On Saturday, I treated myself to an afternoon outing. My intended destination was the Wild Horse Wind Facility in Kittitas County. But I made a few stops along the way. One of them was the Interpretive Center for the Ginkgo Petrified Forest State Park near Vantage, WA, on the Columbia River.

I’m familiar with petrified wood. Arizona is home of the Petrified Forest National Monument (on I-40, east of Winslow) and I’ve been there a few times. But this forest was different. In Arizona, the wood was petrified as it became part of sedimentary rock. Here, the wood was encased in lava. But the results are similar: wood that’s been turned to rock.

I’ll admit I did the lazy tourist routine. I didn’t take a hike on the 3 miles of trails. It was hot and the trails were hilly. And I did have another destination. Instead, I stopped at the Interpretive Center about a mile north of Vantage. The small building offered sweeping views of the Columbia River from a cliffside perch, as well as many samples of polished petrified wood, scientific exhibits for all ages, and a small movie theater with visitor’s choice of informational movies about the area.

Petrified WoodAfter studying the various displays, I went outside. There we numerous petrified logs between the building and the parking area. I had my good camera with me and tried to get some shots of the textures of these logs. Here’s one of them. What I find most interesting about petrified wood is the colors. While I’m sure there’s a good chemical and geological explanation for all the colors, it would probably be lost on me. I don’t really care how they got the colors. I just like the colors.

Ginkgo PetroglyphsAround the side of the building is a display, behind an iron fence, of some petroglyphs that were rescued from floodwaters when the Wanapum dam was completed downriver in 1963. But to understand why the rocks these drawing appear on look so uniform, I need to discuss the geology of the area a bit.

The entire area sits on layers of basalt from repeated lava flows in prehistoric times. With each flow, the land rose. Then, 15,000 to 13,000 years ago, a huge lake, Glacial Lake Missoula, formed in what is now Montana. It broke through the “dam” created by a finger of ice age glacier and quickly carved through the area. It did this at least 25 times over a period of 2,000 years, carving out canyons known as coulees. You can read more about the Missoula Floods on Wikipedia.

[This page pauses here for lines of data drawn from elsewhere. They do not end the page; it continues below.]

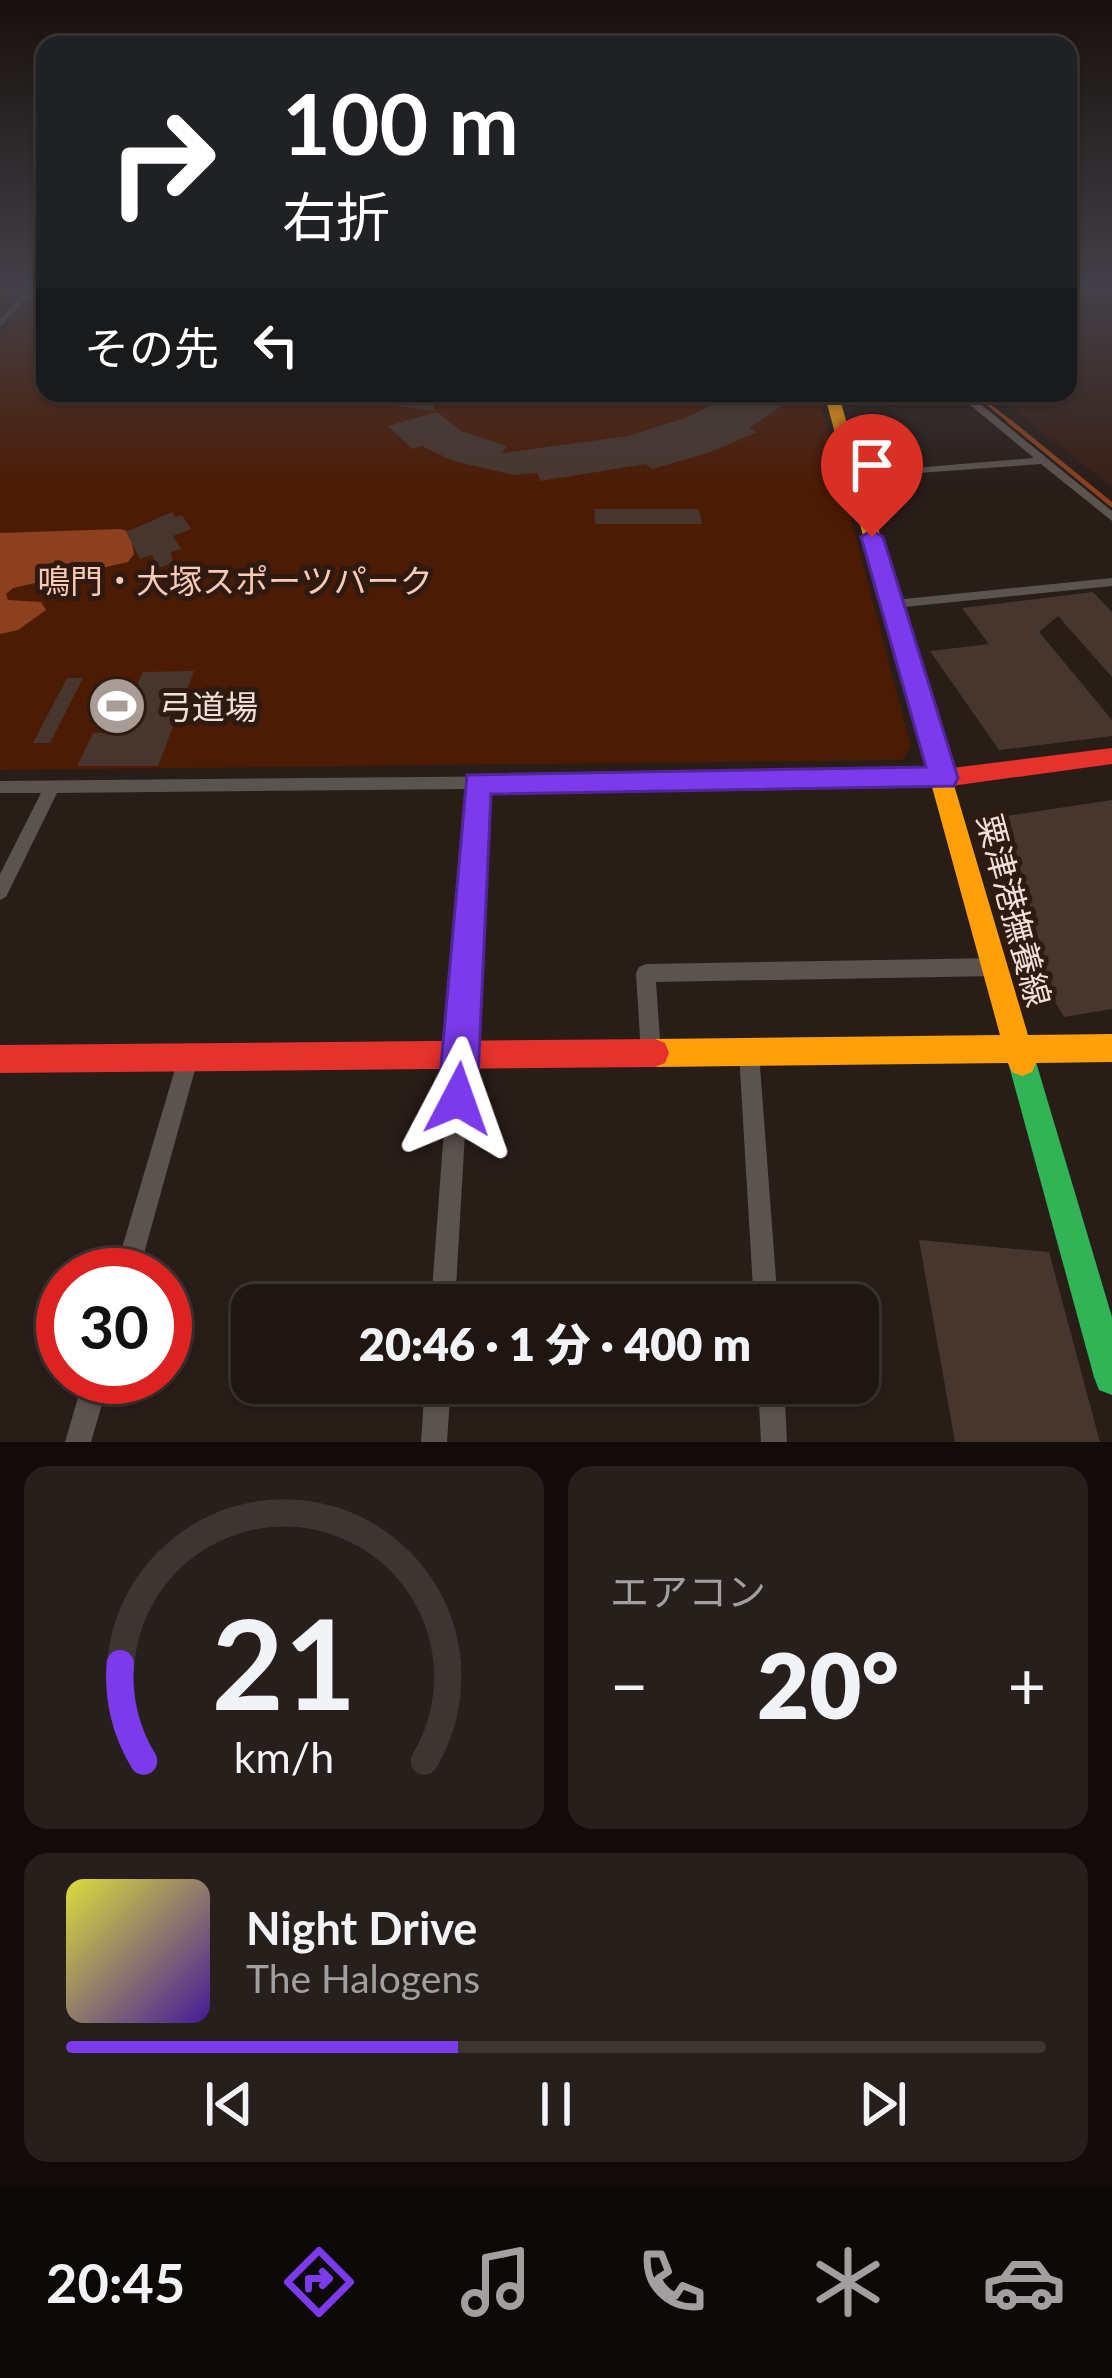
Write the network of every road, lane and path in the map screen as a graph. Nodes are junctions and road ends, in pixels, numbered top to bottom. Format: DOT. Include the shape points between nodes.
graph roads {
  1 [pos="833,402"];
  2 [pos="972,402"];
  3 [pos="1040,460"];
  4 [pos="854,476"];
  5 [pos="1112,517"];
  6 [pos="1112,582"];
  7 [pos="894,604"];
  8 [pos="1112,756"];
  9 [pos="944,778"];
  10 [pos="477,783"];
  11 [pos="52,787"];
  12 [pos="0,788"];
  13 [pos="0,892"];
  14 [pos="996,967"];
  15 [pos="1112,1048"];
  16 [pos="1018,1049"];
  17 [pos="749,1053"];
  18 [pos="651,1054"];
  19 [pos="460,1058"];
  20 [pos="0,1059"];
  21 [pos="188,1059"];
  22 [pos="134,1248"];
  23 [pos="444,1284"];
  24 [pos="765,1284"];
  25 [pos="1112,1377"];
  26 [pos="89,1404"];
  27 [pos="437,1404"];
  28 [pos="772,1404"];
  29 [pos="78,1442"];
  30 [pos="434,1442"];
  31 [pos="774,1442"];
  1 -- 4 [label="main road, 粟津港撫養線"];
  2 -- 3 [label="street"];
  3 -- 4 [label="street"];
  3 -- 5 [label="street"];
  4 -- 7 [label="main road, 粟津港撫養線"];
  6 -- 7 [label="street"];
  7 -- 9 [label="main road, 粟津港撫養線"];
  8 -- 9 [label="main road"];
  9 -- 10 [label="street"];
  9 -- 14 [label="main road, 粟津港撫養線"];
  10 -- 11 [label="street"];
  10 -- 19 [label="street"];
  11 -- 12 [label="street"];
  11 -- 13 [label="street"];
  14 -- 16 [label="main road, 粟津港撫養線"];
  14 -- 18 [label="street" via="646,973"];
  15 -- 16 [label="main road"];
  16 -- 17 [label="main road"];
  16 -- 25 [label="main road, 粟津港撫養線"];
  17 -- 18 [label="main road"];
  17 -- 24 [label="street"];
  18 -- 19 [label="main road"];
  19 -- 21 [label="main road"];
  19 -- 23 [label="street"];
  20 -- 21 [label="main road"];
  21 -- 22 [label="street"];
  26 -- 29 [label="street"];
  27 -- 30 [label="street"];
  28 -- 31 [label="street"];
}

Because the basalt from lava flows forms as columns of rock — think Devils Tower (of Close Encounters of the Third Kind fame), which is similar — the force of the floodwaters carved away complete columns of rock, leaving behind other columns. The Columbia River flows in one of these canyons from Crescent Bar (west of Quincy and south of Wenatchee) to Vantage and beyond.

Ginkgo PetroglyphsFrom 1000 to 300 years ago, native people drew on these columns of dark rock near the river’s edge. There’s actually an impressive variety of petroglyph drawings. About 300 of them were physically moved from what would soon be Lake Wanapum to the side of the Interpretive Center at the park. That’s what I saw and what is pictured here. (And no, the building isn’t curved. I was using my silly fisheye lens in an effort to capture more petroglyphs in a tight space.)

I highly recommend a visit to the park, even if you’re just passing through the area. It’s not far from the Vantage exit on I-90, just west of the Columbia River. Vantage has fuel and a handful of restaurants. (I recommend a “Logger burger” at the burger joint on the corner closest to the highway.) There’s also camping in the area for RVs and tents. If you want to make it a quick stop, you can visit the Interpretive Center in less than an hour. But if you want a more in-depth look at the petrified logs and aren’t too lazy to walk, continue up the road to the park’s hiking trails. Be sure to bring plenty of water; I don’t think there’s much there.